BEGIN Task inputs
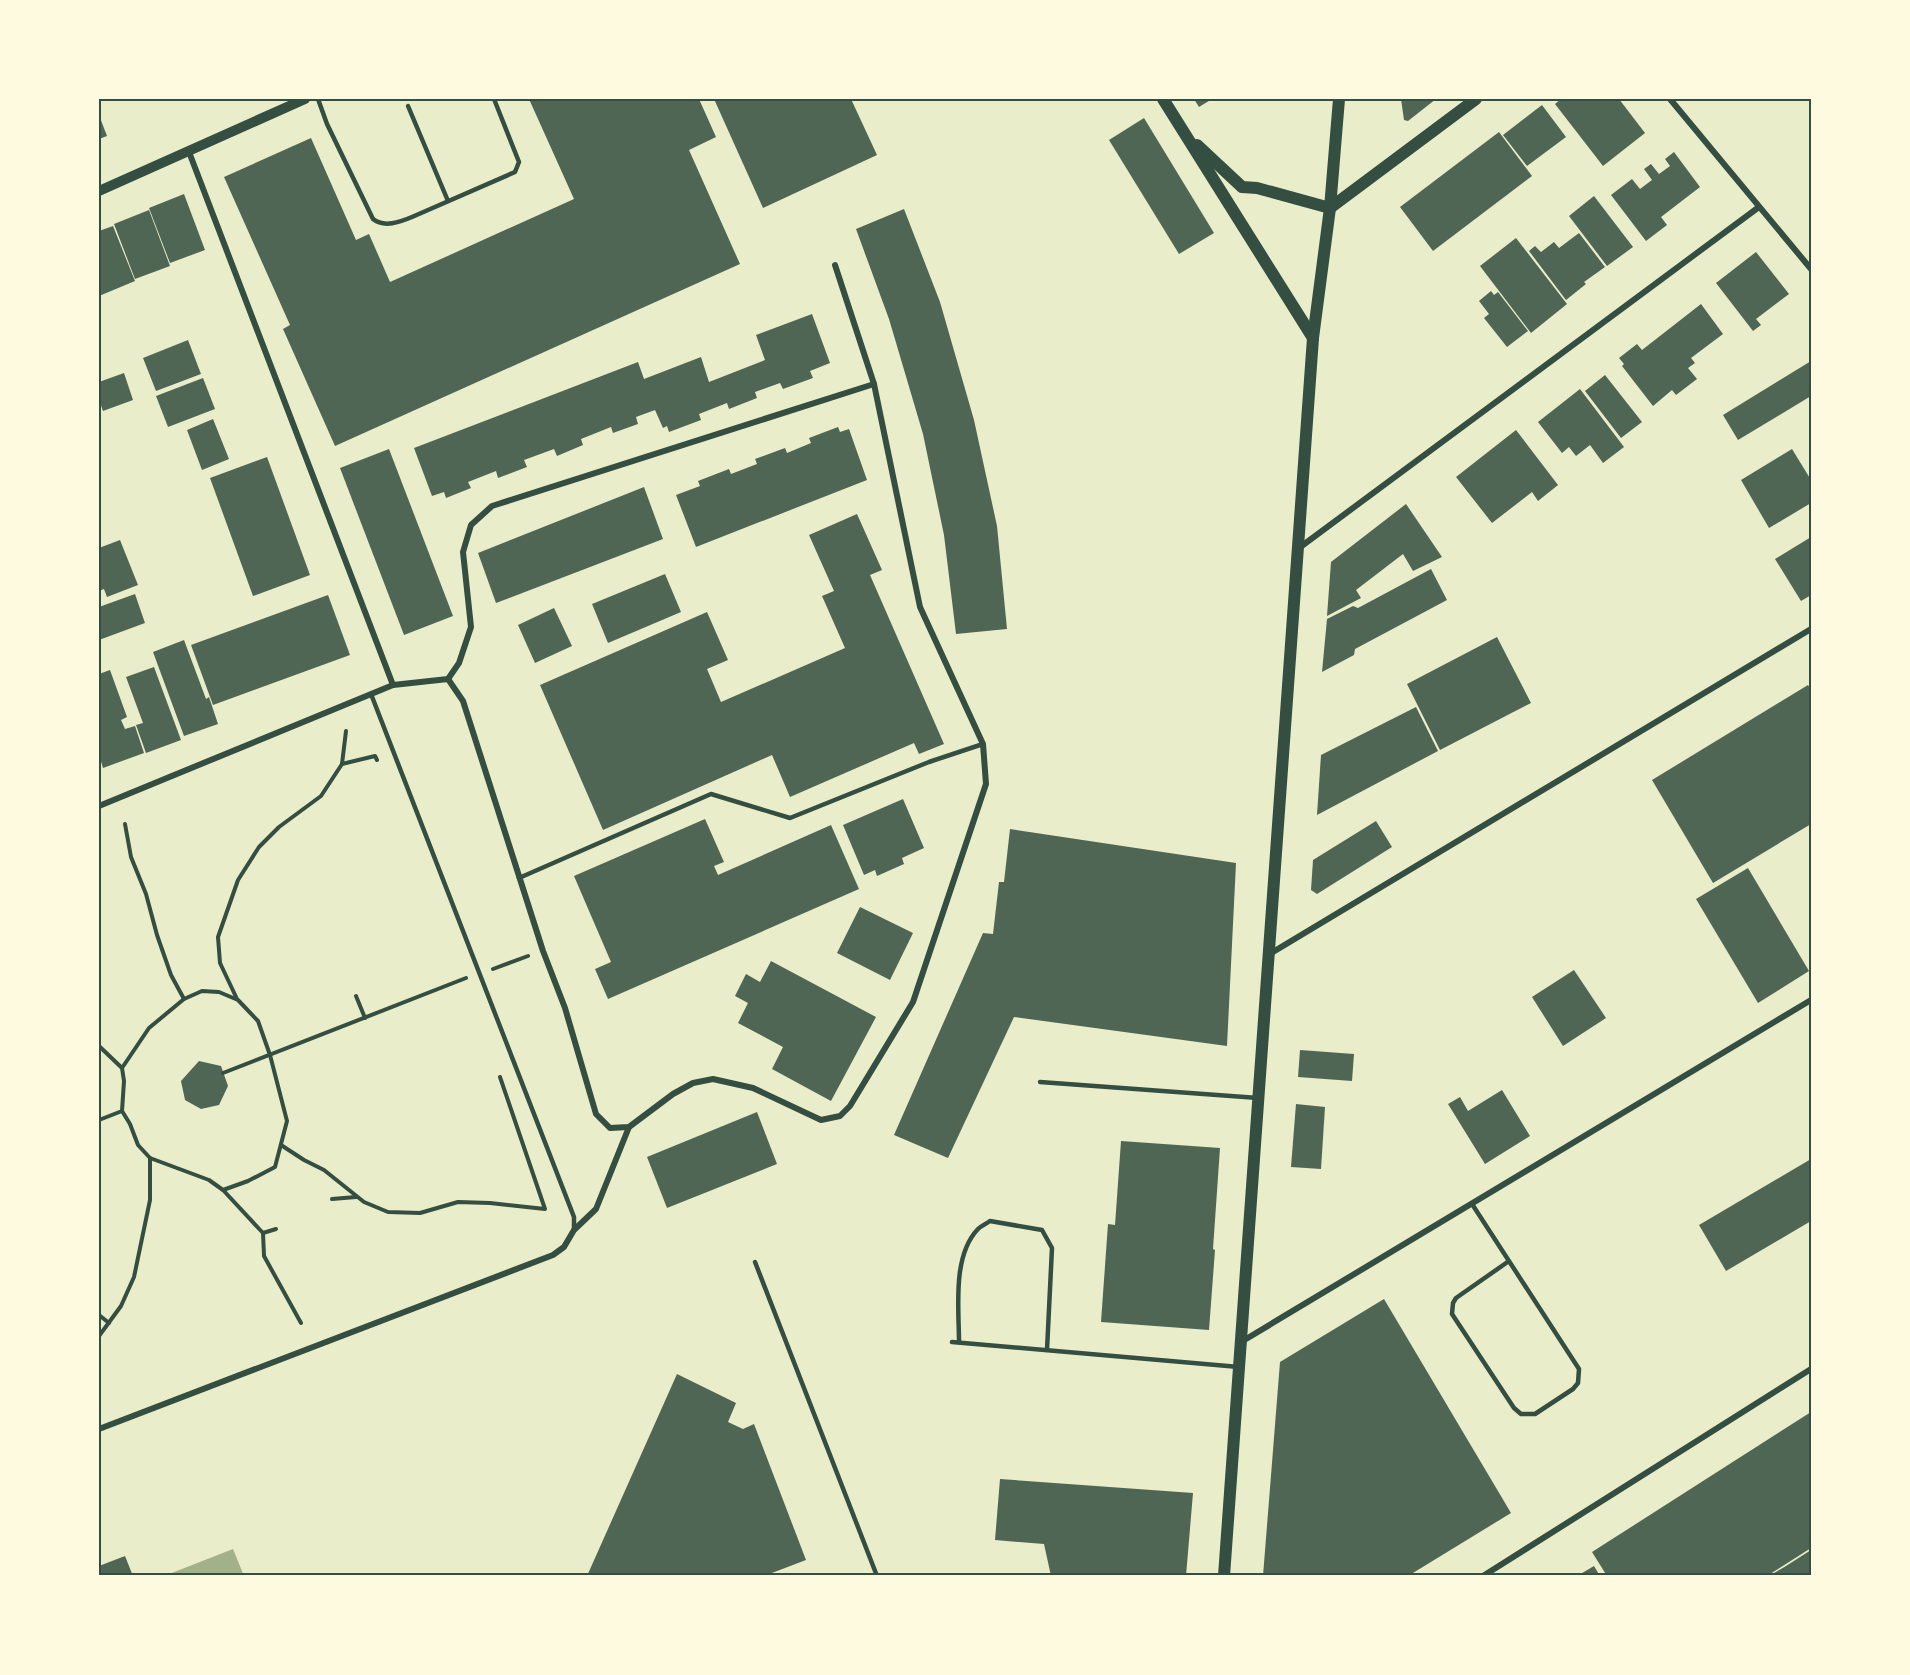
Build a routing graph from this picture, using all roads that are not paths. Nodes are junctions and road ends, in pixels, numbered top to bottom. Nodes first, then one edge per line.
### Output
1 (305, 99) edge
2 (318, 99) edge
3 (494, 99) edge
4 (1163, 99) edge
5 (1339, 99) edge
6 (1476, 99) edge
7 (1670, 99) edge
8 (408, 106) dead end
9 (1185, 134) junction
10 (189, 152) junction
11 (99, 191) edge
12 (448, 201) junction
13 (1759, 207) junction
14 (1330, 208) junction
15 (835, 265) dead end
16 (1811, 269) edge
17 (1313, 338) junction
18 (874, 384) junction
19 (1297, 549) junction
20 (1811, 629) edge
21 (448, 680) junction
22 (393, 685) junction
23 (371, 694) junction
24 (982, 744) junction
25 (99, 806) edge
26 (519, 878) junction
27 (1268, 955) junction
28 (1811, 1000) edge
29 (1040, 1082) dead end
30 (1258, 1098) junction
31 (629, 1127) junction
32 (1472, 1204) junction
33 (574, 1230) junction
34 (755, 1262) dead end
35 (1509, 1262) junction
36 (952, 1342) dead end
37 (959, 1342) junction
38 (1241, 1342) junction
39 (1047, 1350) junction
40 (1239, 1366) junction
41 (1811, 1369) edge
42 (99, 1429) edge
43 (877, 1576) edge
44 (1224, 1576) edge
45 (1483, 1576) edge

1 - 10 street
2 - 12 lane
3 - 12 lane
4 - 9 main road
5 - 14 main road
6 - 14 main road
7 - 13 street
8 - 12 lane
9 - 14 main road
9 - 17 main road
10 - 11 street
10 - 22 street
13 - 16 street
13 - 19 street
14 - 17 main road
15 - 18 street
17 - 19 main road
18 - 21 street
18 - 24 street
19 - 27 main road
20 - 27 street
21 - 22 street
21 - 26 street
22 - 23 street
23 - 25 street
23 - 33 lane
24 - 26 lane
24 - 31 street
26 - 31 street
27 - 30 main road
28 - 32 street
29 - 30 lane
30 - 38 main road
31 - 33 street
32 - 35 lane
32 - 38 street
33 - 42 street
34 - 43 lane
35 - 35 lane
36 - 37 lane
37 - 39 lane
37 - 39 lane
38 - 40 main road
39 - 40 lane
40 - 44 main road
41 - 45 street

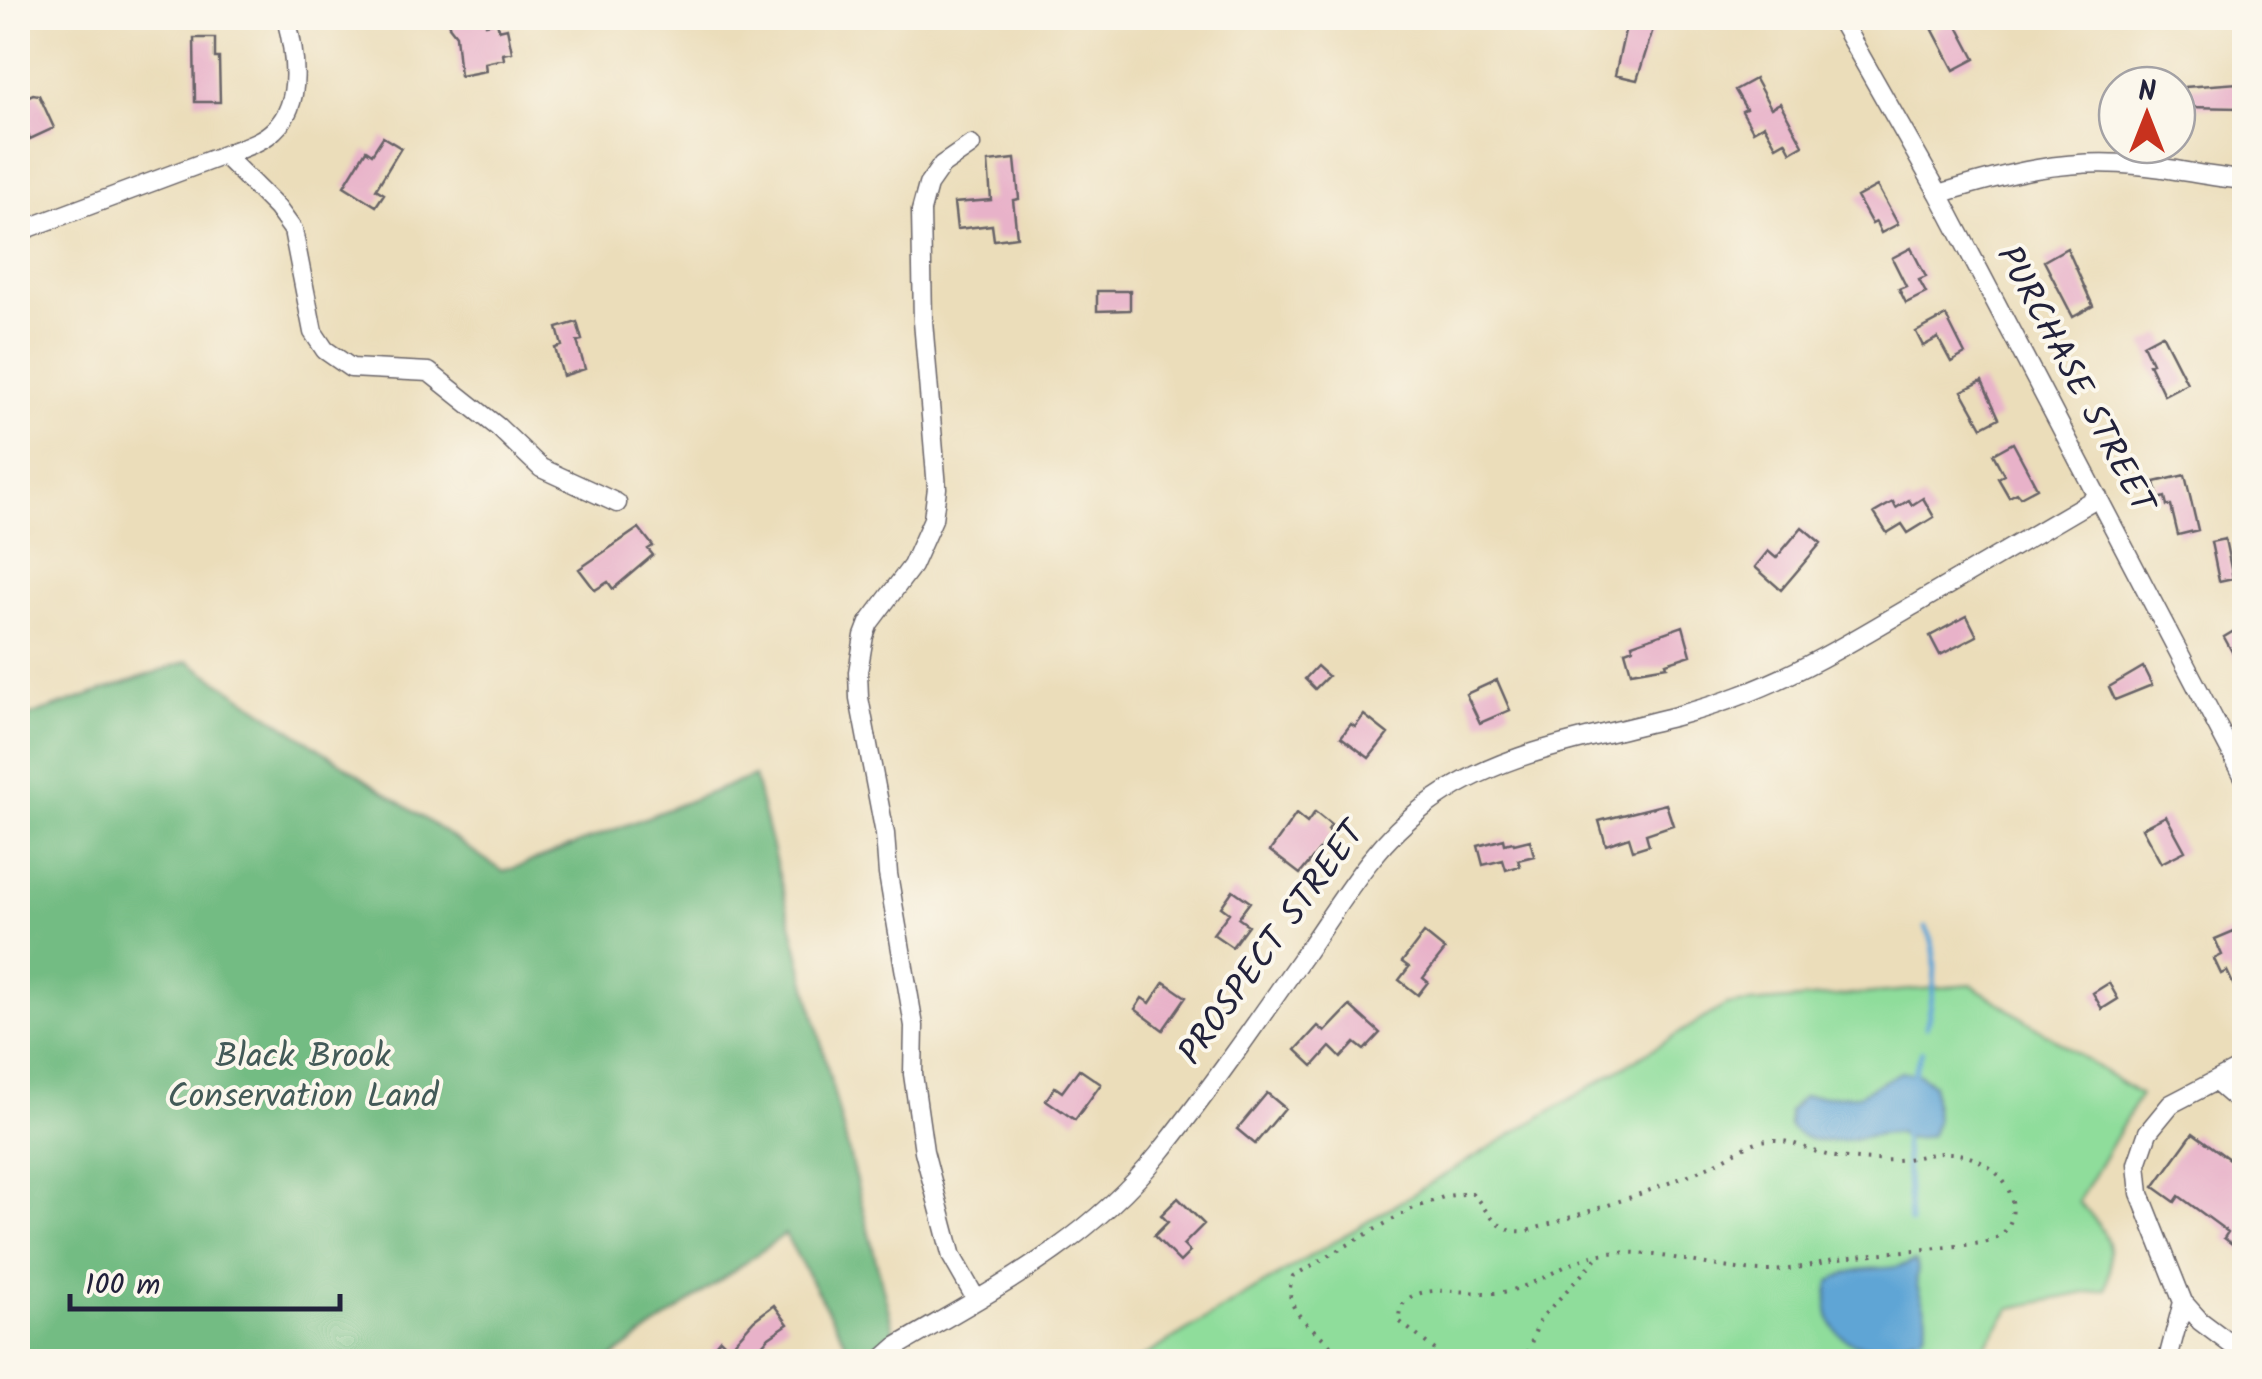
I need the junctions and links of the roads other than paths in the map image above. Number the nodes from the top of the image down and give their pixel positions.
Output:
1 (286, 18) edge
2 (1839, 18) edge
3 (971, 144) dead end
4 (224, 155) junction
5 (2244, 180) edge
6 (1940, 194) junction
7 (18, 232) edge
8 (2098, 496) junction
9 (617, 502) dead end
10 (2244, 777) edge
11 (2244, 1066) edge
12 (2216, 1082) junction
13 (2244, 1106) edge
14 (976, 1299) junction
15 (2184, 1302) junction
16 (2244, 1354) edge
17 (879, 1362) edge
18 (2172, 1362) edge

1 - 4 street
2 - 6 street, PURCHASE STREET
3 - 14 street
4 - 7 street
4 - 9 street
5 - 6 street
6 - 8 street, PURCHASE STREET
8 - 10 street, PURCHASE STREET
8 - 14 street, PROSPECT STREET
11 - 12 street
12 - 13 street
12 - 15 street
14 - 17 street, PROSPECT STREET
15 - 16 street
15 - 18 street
END Task inputs
*What you should do*: Above are the records; reproduce them exactly and leave out the pictures.

*Response*:
Build a routing graph from this picture, using all roads that are not paths. Nodes are junctions and road ends, in pixels, numbered top to bottom. Nodes first, then one edge per line.
### Output
1 (305, 99) edge
2 (318, 99) edge
3 (494, 99) edge
4 (1163, 99) edge
5 (1339, 99) edge
6 (1476, 99) edge
7 (1670, 99) edge
8 (408, 106) dead end
9 (1185, 134) junction
10 (189, 152) junction
11 (99, 191) edge
12 (448, 201) junction
13 (1759, 207) junction
14 (1330, 208) junction
15 (835, 265) dead end
16 (1811, 269) edge
17 (1313, 338) junction
18 (874, 384) junction
19 (1297, 549) junction
20 (1811, 629) edge
21 (448, 680) junction
22 (393, 685) junction
23 (371, 694) junction
24 (982, 744) junction
25 (99, 806) edge
26 (519, 878) junction
27 (1268, 955) junction
28 (1811, 1000) edge
29 (1040, 1082) dead end
30 (1258, 1098) junction
31 (629, 1127) junction
32 (1472, 1204) junction
33 (574, 1230) junction
34 (755, 1262) dead end
35 (1509, 1262) junction
36 (952, 1342) dead end
37 (959, 1342) junction
38 (1241, 1342) junction
39 (1047, 1350) junction
40 (1239, 1366) junction
41 (1811, 1369) edge
42 (99, 1429) edge
43 (877, 1576) edge
44 (1224, 1576) edge
45 (1483, 1576) edge

1 - 10 street
2 - 12 lane
3 - 12 lane
4 - 9 main road
5 - 14 main road
6 - 14 main road
7 - 13 street
8 - 12 lane
9 - 14 main road
9 - 17 main road
10 - 11 street
10 - 22 street
13 - 16 street
13 - 19 street
14 - 17 main road
15 - 18 street
17 - 19 main road
18 - 21 street
18 - 24 street
19 - 27 main road
20 - 27 street
21 - 22 street
21 - 26 street
22 - 23 street
23 - 25 street
23 - 33 lane
24 - 26 lane
24 - 31 street
26 - 31 street
27 - 30 main road
28 - 32 street
29 - 30 lane
30 - 38 main road
31 - 33 street
32 - 35 lane
32 - 38 street
33 - 42 street
34 - 43 lane
35 - 35 lane
36 - 37 lane
37 - 39 lane
37 - 39 lane
38 - 40 main road
39 - 40 lane
40 - 44 main road
41 - 45 street

I need the junctions and links of the roads other than paths in the map image above. Number the nodes from the top of the image down and give their pixel positions.
Output:
1 (286, 18) edge
2 (1839, 18) edge
3 (971, 144) dead end
4 (224, 155) junction
5 (2244, 180) edge
6 (1940, 194) junction
7 (18, 232) edge
8 (2098, 496) junction
9 (617, 502) dead end
10 (2244, 777) edge
11 (2244, 1066) edge
12 (2216, 1082) junction
13 (2244, 1106) edge
14 (976, 1299) junction
15 (2184, 1302) junction
16 (2244, 1354) edge
17 (879, 1362) edge
18 (2172, 1362) edge

1 - 4 street
2 - 6 street, PURCHASE STREET
3 - 14 street
4 - 7 street
4 - 9 street
5 - 6 street
6 - 8 street, PURCHASE STREET
8 - 10 street, PURCHASE STREET
8 - 14 street, PROSPECT STREET
11 - 12 street
12 - 13 street
12 - 15 street
14 - 17 street, PROSPECT STREET
15 - 16 street
15 - 18 street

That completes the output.